Желаю Вам и Вашей семье всех благ! <…>
С уважением – Вера!
Красный был исключительно интересен. Он как бы следовал завету Беллы в том смысле, что “один человек должен быть театром для другого человека”. И он был этим “театром”. Он всегда что-то забавное говорил и всегда был остроумен и непредсказуем. Красный придумал, например, цикл рассказов про собачку Персик. И когда Юра начинал их рассказывать, то я помню, как его товарищи буквально катались по полу от смеха. Рассказы были короткие, но сейчас я только обозначу некоторые названия. Был рассказ “Как собачка Персик насиловал пионера”. Еще был рассказ “Как собачка Персик ел говно”.
Когда Красный видел какую-нибудь причудливую особу женского пола, он говорил: “Как разнообразен животный мир!” Блестки остроумия Красного были буквально рассыпаны в окружавшем его воздухе. Попав рано утром на территорию больницы, он увидел надпись “Морг”. Реакция была незамедлительная: “Ничего себе Gutten morgen!”

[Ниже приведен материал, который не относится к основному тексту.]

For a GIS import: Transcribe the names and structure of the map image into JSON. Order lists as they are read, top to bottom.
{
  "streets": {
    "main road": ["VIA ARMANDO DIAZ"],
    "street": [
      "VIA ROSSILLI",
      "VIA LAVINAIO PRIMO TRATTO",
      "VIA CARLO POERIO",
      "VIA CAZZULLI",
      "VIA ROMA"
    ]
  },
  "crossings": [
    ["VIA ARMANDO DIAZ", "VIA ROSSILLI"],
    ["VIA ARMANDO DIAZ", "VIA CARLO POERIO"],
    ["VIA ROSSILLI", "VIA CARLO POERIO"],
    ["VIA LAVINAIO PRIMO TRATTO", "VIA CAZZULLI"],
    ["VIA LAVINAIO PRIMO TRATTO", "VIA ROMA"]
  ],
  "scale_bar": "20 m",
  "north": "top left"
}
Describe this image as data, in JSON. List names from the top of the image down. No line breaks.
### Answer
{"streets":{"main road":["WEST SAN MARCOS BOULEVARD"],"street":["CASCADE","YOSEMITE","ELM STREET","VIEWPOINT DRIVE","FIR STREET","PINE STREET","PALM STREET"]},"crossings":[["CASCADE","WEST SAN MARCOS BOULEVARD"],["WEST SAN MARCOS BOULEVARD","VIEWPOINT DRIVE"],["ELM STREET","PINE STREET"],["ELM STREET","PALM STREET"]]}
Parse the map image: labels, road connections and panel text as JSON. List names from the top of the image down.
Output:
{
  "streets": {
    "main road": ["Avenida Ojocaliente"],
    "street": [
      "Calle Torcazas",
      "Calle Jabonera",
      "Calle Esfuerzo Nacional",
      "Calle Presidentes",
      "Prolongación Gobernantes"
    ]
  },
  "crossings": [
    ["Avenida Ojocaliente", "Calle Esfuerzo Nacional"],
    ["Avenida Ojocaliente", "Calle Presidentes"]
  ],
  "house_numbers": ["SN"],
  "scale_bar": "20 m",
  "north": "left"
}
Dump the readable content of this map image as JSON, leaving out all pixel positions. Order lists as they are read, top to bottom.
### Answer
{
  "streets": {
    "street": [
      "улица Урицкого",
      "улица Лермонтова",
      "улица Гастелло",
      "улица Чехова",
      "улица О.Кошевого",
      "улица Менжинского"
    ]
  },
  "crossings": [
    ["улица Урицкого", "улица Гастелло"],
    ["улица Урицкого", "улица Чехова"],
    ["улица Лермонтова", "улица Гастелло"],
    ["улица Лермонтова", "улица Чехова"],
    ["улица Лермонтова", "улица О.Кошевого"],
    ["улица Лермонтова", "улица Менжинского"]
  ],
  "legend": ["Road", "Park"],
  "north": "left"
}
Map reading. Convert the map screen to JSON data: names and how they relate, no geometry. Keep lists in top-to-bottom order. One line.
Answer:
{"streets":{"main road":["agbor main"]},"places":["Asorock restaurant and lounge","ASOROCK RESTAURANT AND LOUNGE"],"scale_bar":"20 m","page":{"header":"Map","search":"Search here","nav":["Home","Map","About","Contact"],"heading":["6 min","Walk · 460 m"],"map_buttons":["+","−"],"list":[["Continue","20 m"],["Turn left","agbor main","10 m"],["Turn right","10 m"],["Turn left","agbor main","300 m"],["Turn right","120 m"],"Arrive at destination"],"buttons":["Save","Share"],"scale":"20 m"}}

…Решение Юры выехать на постоянное место жительства в Израиль было для меня полной неожиданностью. Когда об этом же заговорил Лева Збарский, я понял, что оказался в меньшинстве, желая остаться жить в России. К нашим бесконечным спорам иногда присоединялись друзья, заходившие на огонек. Заядлым спорщиком был Игорь Кваша, к моему изумлению, всегда поддерживавший Леву и Красного, хотя я был уверен, что сам он никогда никуда не уедет. Жизнь подтвердила мою правоту.
И у Красного, и у Левы оставались в Москве матери, и их решение об отъезде далось им нелегко, не говоря уже о нитях сердечных, которые тоже предстояло порвать. Красный оставлял здесь Верку, а он сильно привязался к ней и переживал за ее судьбу.
Первым уехал Красный. Проводы Юры превратились в какой-то неправдоподобный карнавал черного юмора в его стиле и подлинных переживаний, стоящих за этим.
Лева перед отъездом организовал большой банкет в старой мастерской Игоря Обросова на Мосфильмовской улице. Збарский отдал Игорю свою – на Поварской, 20, которую мы строили вместе… Обросов уже начал обживать пространство. Смотреть на эту “перемену декораций” у меня не было сил: наш дружеский союз с Левой был настолько силен, что во время строительства мастерских мы оговаривали каждый сантиметр будущего пространства, спорили из-за каждой мелочи, а теперь видеть, как все это рушится, было невыносимо.
Уже много позднее, приезжая в Нью-Йорк, я сразу бросался к Юре, зная, что лучшего приема я не найду ни у кого другого. Мы созванивались до нашего приезда, и Юрий в принципе знал о надвигающейся на него “беде” (в том смысле, что я ехал в Штаты в твердой уверенности, что мы с Беллой будем жить в его квартире и ему придется перебираться к кому-нибудь из своих друзей).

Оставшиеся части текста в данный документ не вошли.